Beta-catenin levels influence rapid mechanical responses in osteoblasts.

Mechanical loading of bone initiates an anabolic, anticatabolic pattern of response, yet the molecular events involved in mechanical signal transduction are not well understood. Wnt/beta-catenin signaling has been recognized in promoting bone anabolism, and application of strain has been shown to induce beta-catenin activation. In this work, we have used a preosteoblastic cell line to study the effects of dynamic mechanical strain on beta-catenin signaling. We found that mechanical strain caused a rapid, transient accumulation of active beta-catenin in the cytoplasm and its translocation to the nucleus. This was followed by up-regulation of the Wnt/beta-catenin target genes Wisp1 and Cox2, with peak responses at 4 and 1 h of strain, respectively.

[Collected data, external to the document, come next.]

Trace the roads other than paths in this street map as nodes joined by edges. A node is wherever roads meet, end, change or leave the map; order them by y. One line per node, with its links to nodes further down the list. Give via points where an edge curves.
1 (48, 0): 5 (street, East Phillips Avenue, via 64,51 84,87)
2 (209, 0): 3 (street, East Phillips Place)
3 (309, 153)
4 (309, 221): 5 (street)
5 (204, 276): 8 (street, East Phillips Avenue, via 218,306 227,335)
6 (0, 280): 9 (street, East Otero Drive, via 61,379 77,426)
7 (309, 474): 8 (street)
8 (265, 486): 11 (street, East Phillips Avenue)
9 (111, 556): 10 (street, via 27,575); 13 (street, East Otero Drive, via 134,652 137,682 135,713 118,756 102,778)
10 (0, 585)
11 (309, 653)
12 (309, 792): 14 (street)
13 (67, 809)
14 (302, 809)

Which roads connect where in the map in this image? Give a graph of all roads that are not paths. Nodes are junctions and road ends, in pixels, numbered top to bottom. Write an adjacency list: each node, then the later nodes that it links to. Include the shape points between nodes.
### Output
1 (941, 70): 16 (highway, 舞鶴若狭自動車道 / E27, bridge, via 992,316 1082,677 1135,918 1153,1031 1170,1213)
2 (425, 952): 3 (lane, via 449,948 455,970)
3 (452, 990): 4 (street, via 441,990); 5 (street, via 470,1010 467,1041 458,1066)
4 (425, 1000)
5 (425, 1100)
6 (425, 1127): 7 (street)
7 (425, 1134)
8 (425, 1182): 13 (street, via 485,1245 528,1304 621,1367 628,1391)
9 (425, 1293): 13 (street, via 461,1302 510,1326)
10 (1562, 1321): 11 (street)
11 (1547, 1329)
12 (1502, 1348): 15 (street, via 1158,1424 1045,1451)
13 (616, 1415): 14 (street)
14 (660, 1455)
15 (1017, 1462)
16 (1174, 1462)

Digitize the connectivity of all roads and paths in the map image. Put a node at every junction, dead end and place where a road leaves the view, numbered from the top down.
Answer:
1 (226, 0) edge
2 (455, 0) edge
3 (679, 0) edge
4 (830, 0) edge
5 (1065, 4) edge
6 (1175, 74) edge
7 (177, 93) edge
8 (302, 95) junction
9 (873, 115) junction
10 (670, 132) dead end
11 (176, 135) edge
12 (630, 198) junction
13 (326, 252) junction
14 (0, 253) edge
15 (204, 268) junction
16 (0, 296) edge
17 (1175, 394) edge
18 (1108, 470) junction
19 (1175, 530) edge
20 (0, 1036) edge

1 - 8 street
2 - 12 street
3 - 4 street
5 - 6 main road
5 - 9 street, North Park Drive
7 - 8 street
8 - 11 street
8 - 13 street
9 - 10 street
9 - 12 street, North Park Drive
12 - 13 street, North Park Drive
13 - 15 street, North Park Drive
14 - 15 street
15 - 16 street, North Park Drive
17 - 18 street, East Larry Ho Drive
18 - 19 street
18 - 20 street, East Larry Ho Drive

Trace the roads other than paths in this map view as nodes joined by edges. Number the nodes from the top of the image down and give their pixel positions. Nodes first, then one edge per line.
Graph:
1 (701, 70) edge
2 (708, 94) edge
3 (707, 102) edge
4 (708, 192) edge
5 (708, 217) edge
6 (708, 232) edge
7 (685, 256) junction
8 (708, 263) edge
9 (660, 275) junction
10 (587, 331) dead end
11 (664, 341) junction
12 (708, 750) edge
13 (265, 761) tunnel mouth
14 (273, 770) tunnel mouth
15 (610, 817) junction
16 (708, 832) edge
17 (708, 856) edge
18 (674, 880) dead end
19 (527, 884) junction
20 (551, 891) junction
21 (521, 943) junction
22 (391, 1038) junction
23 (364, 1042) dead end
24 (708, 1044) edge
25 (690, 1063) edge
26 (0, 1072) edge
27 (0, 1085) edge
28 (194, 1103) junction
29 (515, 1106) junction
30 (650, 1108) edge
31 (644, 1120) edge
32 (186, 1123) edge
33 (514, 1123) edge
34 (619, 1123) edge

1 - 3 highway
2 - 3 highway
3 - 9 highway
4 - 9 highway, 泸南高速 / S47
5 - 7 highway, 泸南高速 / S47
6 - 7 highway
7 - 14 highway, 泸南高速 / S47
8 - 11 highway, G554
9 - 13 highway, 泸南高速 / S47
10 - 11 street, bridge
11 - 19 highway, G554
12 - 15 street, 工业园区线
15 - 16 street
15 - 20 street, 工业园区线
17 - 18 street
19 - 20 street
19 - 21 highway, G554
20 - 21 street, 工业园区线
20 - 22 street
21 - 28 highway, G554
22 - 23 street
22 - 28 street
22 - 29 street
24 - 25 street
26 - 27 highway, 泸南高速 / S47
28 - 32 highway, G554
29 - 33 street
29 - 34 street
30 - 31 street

The increase of beta-catenin was temporally related to the activation of Akt and subsequent inactivation of GSK3beta, and caveolin-1 was not required for these molecular events. Application of Dkk-1, which disrupts canonical Wnt/LRP5 signaling, did not block strain-induced nuclear translocation of beta-catenin or up-regulation of Wisp1 and Cox2 expression. Conditions that increased basal beta-catenin levels, such as lithium chloride treatment or repression of caveolin-1 expression, were shown to enhance the effects of strain. In summary, mechanical strain activates Akt and inactivates GSK3beta to allow beta-catenin translocation, and Wnt signaling through LRP5 is not required for these strain-mediated responses. Thus, beta-catenin serves as both a modulator and effector of mechanical signals in bone cells.